The drug remdesivir has been under the spotlight as a possible treatment for critical cases of novel coronavirus disease (COVID-19). Globally, it is one of the four possible lines of treatment being investigated in the Solidarity trials under the aegis of the World Health Organization (WHO). While the drug is yet to get approval in any country to treat COVID-19, recent studies have claimed they have found promising results.

What is remdesivir?

  • It is a drug with antiviral properties that was manufactured by US-based biotechnology company in 2014, to treat Ebola cases. It was also tried in patients of MERS and SARS, both caused by members of the coronavirus family, but experts said it did now show promising results back then.
  • Coronaviruses have a single-strand RNA as their genetic material. When the novel coronavirus SARS-CoV2 enters a human cell, an enzyme called RdRP helps the virus replicate. Remdesivir works by inhibiting the activity of RdRP.
  • Infectious disease expert Dr Tanu Singhal said, “When the virus engulfs itself around a human cell, it injects its RNA inside the cell. The RdRp enzyme causes viral replication. Remdesivir inhibits the enzyme and stops further replication.”

What have studies found?

  • A small cohort study published in The New England Journal of Medicine on April 10 used remdesivir on 61 patients in USA, Canada, Europe and Japan. These patients were critically ill with low oxygen levels, and were administered remdesivir under manufacturer Gilead’s compassionate use programme.
  • Each patient was administered a 10-day course of remdesivir — 200 mg on the first day and 100 mg each on the other nine days. Of them, 53 patients were studied.
  • The study found clinical improvement in 68% of the cases, with their oxygen levels improving; 47% patients could be discharged after treatment, and more than 50% patients (17 of 30) no longer required mechanical ventilator support. The study found that clinical improvement was less frequent in patients on invasive ventilators or among elderly people. Seven patients died despite treatment with remdesivir.

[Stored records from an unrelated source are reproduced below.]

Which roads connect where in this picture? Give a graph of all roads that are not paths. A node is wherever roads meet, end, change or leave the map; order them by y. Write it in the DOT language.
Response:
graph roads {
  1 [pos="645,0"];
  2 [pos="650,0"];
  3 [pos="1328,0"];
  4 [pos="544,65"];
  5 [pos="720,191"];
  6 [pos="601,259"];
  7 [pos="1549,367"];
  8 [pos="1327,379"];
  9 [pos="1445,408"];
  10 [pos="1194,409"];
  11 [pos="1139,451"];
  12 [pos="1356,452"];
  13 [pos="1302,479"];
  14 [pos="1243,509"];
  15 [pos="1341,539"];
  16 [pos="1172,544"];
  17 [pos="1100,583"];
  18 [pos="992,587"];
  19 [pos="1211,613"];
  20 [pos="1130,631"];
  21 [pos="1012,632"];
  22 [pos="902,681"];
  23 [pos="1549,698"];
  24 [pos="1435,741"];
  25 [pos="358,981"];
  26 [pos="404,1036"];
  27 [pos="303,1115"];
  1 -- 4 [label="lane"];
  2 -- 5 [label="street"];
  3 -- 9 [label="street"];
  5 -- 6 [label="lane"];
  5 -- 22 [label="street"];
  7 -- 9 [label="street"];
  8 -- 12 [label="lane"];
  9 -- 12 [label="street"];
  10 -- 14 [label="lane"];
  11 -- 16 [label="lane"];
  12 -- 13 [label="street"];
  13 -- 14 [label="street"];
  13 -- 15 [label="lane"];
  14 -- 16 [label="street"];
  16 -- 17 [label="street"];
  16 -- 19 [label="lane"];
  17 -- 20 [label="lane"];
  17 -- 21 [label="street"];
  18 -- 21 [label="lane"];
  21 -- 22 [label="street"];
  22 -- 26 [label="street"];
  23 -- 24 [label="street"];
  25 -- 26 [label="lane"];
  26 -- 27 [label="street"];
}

How promising are these results?

  • No study on remdesivir so far has been large enough to be viewed with credibility. The study published in The New England Journal of Medicine looked at 53 patients, who represent too small a cohort to draw definitive conclusions. Also, 13% of the patients in the study died.
  • The study had no control arm, meaning another group of patients who were not administered the drug, to compare outcomes of treatment with and without remdesivir. Unless such trials are conducted, the effect of the drug remains a grey zone.
  • The study’s lead author, Jonathan D Grein, director of hospital epidemiology, Cedars-Sinai Medical Center, Los Angeles, said “no definitive conclusions can be drawn from these data” but he encouraged further controlled trials to validate the treatment potential of remdesivir.
  • Dr Harshad Limaye of the internal medicine department in Mumbai’s Nanavati Hospital, a designated COVID-19 hospital, said remdesivir did not show great results with Ebola either. “But the Ebola and coronavirus are different. We should wait for the trials to measure the efficacy of the drug for COVID-19,” Dr Limaye said.

What is India’s stand on remdesivir?

  • The Indian Council of Medical Research (ICMR) has said it can consider using the drug if local manufacturers are willing to procure it. Remdesivir is currently not available in India.
  • The ICMR plans to wait and watch for the results of WHO’s Solidarity trials to make an assessment on the efficacy of remdesivir for COVID-19 treatment.

Where else in remdesivir being studied?

  • Currently, there are about six trials and studies being done globally for remdesivir. China has initiated two clinical trials using remdesivir in multiple sites in Hubei province, the worst hit with COVID-19. One study will focus on critically ill patients with low oxygen levels. The other study will focus on patients with moderate symptoms.
  • In the US, the National Institutes of Health has started a phase-II randomised placebo-controlled trial for adult patients. In France, the INSERM research institute is conducting a study to evaluate potential treatments for COVID-19; these include remdesivir.
  • Gilead is also running a phase-III trial in the US, Asia and Europe.

What are the other lines of treatment being investigated?

  • Hydroxychloroquine, an anti-malarial drug, is undergoing multiple trials to assess if it can be used to treat severe COVID-19 cases. It works by decreasing the acidity in parts of the cell where the virus is present, thereby inhibiting it.
  • Again, ritonavir and lopinavir are two antiviral drugs used for treatment of HIV. These too work by inhibiting the virus;s RNA. Specifically, they target the enzyme that helps the virus split proteins.
  • These two drugs are being used in India and several countries for seriously ill patients. In HIV patients, these two antiviral drugs work together to decrease the viral load in blood. Their use in COVID-19 patients seeks the same outcome. “But so far, it has not shown great success in viral suppression,” said Dr Pravin Amle, infectious disease expert. He relies on the antibiotic azithromycin as his first choice.
  • In Wuhan, a clinical trial on 199 patients published in The New England Journal of Medicine on March 18 did not find a clinical difference between patients given ritonavir-lopinavir and those not given the combination.